Can a Domain-Specific Language Improve Program Structure Comprehension of Data Pipelines? A Mixed-Method Study [EMSE Journal]

Abstract

In many application domains, domain-specific languages can allow domain experts to contribute to collaborative projects more correctly and efficiently. To do so, they must be able to understand program structure from reading existing source code. With high-quality data becoming an increasingly important resource, the creation of data pipelines is an important application domain for domain-specific languages.
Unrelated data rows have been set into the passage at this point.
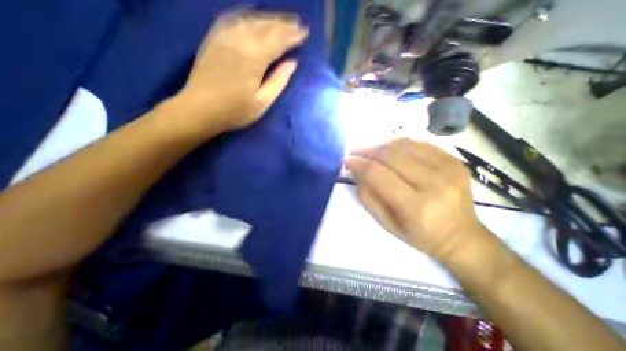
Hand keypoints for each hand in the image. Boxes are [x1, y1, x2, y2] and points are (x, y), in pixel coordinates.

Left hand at [171, 11, 308, 134]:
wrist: (199, 109)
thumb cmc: (235, 111)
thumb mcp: (262, 102)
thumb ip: (278, 81)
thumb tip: (292, 63)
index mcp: (253, 58)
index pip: (278, 40)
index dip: (293, 36)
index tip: (305, 33)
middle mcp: (239, 40)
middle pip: (266, 26)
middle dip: (284, 24)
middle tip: (298, 25)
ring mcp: (224, 36)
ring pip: (251, 19)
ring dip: (269, 19)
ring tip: (282, 21)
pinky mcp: (214, 37)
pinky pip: (234, 19)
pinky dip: (249, 17)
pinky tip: (255, 20)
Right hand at [345, 138, 485, 261]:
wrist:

We execute a mixed-method study consisting of a controlled experiment and a follow-up descriptive survey among the participants to understand the effects of a domain-specific language on bottom-up program understanding and generate hypotheses for future research. During the experiment, participants (n = 57) need the same time (Wilcoxon signed-rank test, W = 750, p = .546, RBC = .093) to solve program structure comprehension tasks, but submit significantly more correct solutions (McNemar’s test, χ₁² = 11.17, p =< .001, OR = 4.8) when using the domain-specific language. In the descriptive survey, participants describe reasons related to the programming language itself, such as a better pipeline overview, more enforced code structure, and a closer alignment to the mental model of a data pipeline. In addition, human factors such as less required programming experience and the ability to reuse experience from other data engineering tools are discussed. Based on these results, domain-specific languages are a promising tool for creating data pipelines that can increase correct understanding of program structure and lower barriers to entry for domain experts. Open questions exist to make more informed implementation decisions for domain-specific languages for data pipelines in the future.

Reference

Heltweg, P., Schwarz, G.-D., & Riehle, D. (2026). Can a Domain-Specific Language Improve Program Structure Comprehension of Data Pipelines? A Mixed-Method Study. In Empirical Software Engineering (EMSE), vol. 31, no. 17 (2026) (Springer).